Some mistakes are hard to see unless you make them first. But you don't have to lose money if you can learn from other's mistakes. One website to keep track of the news is Web3IsDoingGreat.com.

If you find that a crypto exchange was breached, it might happen to others you use. If some bad news affects the overall blockchain, then everything under it is at risk, from the dApp ecosystem to the price. For example, the previous UST crash motivated the audit of other stablecoins and the development of better ones.

#9 Update: Reevaluate Your Security

As confident as you might be about your crypto security, it can always be better. It's definitely not perfect, and it's better to find those flaws before a cyber-attacker does. Most security problems in blockchain are still undiscovered.

To update security, you can:

• Clear wallets and accounts you don't use.
• Create new ones and change passwords.
• Diversify cryptocurrencies, networks, and stablecoins.
• Open more accounts on companies providing crypto on and off-ramps.

FAQ

Are Crypto Payments Anonymous? Is Crypto Safer Than Cash?

Crypto payments are considered pseudo-anonymous, which means they are identifiable. You can look at the transaction history to identify the account balance, habitual sending addresses, and even IP addresses. Someone with network access (like Internet providers, governments, or intelligence agencies) can find out your identity. So crypto isn't safer than cash.

It might be if you trade crypto for cash in person.

Note that there are privacy coins that do achieve anonymity (like Monero) via mixnets, ring signatures, and other obfuscation methods.

Can Blockchains Be Shut Down?

Well, can the Internet be shut down?
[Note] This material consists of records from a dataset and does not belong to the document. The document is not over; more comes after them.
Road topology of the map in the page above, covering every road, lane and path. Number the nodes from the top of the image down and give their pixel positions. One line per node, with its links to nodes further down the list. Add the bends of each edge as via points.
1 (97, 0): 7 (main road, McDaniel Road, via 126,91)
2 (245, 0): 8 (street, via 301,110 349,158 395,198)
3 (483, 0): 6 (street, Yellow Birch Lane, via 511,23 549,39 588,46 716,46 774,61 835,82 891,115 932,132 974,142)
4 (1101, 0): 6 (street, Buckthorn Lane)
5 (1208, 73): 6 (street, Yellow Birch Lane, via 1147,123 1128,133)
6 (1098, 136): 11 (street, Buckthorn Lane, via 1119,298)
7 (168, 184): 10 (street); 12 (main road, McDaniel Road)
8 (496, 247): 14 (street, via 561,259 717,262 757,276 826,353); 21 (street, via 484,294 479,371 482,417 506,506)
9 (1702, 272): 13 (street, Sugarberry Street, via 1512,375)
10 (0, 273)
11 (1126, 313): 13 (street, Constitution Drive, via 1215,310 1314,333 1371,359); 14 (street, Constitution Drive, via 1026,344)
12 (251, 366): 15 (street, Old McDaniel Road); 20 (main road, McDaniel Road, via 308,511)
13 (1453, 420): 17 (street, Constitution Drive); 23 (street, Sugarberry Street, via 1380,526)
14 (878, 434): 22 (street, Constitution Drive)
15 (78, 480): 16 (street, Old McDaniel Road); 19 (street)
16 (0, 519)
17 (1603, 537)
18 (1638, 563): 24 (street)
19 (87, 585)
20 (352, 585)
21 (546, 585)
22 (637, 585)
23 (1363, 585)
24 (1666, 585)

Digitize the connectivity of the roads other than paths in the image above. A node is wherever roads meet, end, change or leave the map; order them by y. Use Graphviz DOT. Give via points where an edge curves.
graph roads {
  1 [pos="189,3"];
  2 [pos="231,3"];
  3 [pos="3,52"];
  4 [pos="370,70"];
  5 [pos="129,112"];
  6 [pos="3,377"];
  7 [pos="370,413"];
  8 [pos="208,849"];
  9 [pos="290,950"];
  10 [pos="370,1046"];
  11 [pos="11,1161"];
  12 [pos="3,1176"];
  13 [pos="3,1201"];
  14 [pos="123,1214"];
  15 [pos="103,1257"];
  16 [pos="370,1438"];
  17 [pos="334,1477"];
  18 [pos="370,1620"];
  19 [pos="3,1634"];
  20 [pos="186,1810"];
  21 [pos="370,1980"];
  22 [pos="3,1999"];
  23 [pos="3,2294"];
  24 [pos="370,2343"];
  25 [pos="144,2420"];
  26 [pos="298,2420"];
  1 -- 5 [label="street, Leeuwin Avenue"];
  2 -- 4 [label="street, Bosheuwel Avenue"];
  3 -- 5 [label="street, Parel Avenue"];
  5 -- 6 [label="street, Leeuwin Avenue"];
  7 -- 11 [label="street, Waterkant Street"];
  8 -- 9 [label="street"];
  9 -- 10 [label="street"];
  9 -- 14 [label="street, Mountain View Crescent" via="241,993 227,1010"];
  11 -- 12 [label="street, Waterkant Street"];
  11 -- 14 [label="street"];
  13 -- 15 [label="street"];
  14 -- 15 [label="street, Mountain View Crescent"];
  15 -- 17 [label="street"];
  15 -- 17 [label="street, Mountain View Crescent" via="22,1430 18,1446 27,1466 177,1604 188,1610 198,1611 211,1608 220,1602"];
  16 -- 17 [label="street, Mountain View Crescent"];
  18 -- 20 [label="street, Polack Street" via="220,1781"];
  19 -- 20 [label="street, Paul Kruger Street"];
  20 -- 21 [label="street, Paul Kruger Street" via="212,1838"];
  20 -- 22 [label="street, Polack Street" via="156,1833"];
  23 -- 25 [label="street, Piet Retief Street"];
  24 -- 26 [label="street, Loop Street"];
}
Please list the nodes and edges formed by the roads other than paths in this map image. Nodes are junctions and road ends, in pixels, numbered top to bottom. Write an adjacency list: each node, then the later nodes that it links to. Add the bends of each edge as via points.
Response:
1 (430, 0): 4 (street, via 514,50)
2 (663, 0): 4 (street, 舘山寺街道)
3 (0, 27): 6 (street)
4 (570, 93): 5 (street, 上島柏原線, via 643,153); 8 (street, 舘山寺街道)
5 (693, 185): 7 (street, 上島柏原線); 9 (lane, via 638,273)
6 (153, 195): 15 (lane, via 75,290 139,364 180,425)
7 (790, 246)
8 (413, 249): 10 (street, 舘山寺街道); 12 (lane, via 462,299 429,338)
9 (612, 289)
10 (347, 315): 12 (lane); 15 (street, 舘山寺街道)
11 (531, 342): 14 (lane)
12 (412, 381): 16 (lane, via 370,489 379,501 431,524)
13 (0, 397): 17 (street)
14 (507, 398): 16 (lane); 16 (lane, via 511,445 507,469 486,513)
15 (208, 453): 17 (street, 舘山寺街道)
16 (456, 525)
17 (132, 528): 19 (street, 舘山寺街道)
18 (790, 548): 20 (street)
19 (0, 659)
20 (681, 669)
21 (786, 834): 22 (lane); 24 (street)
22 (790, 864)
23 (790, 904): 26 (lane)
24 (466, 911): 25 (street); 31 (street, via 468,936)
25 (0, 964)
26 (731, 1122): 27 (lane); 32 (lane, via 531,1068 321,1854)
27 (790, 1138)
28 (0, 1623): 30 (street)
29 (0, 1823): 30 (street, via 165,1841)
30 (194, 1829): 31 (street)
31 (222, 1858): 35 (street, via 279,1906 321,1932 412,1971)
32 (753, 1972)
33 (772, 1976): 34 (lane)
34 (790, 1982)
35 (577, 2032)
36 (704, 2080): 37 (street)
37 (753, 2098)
Arguably yes, if you can shut down every single telecom company, each with hundreds of data centers. Like the Internet, blockchains will be online as long as there's at least one provider. And because blockchain is online-based, shutting down the Internet would also paralyze all crypto.

Taking over thousands of nodes worldwide is no easy feat. It's expensive and not possible (permanently at least). So if you're using large networks like Ethereum, you can rest assured that it won't disappear overnight (whereas banks might if there's a considerable economic downturn).

Is Crypto Safer Than Banks?

Banks boast of their security with encrypted website back-end, tall buildings, and Government-backed insurance. The question isn't whether someone can steal it or not, but if they can protect your buying power. Banks only have so much liquidity (definitely not enough if everyone decides to cash out at once), and so does the FDIC (trillions of dollars currently uncovered). Not to mention currency devaluation.

If borrowers can't pay back their loans, central banks will order to print money to devalue that debt, reducing your buying power.

Most cryptocurrencies have a limited supply, and the most traded ones tend to gain price long-term. Blockchains are also autonomous, so there's no third party controlling when or how much money you can get out. But a bank can go out of business or reduce withdrawal limits to protect liquidity. Crypto is safer.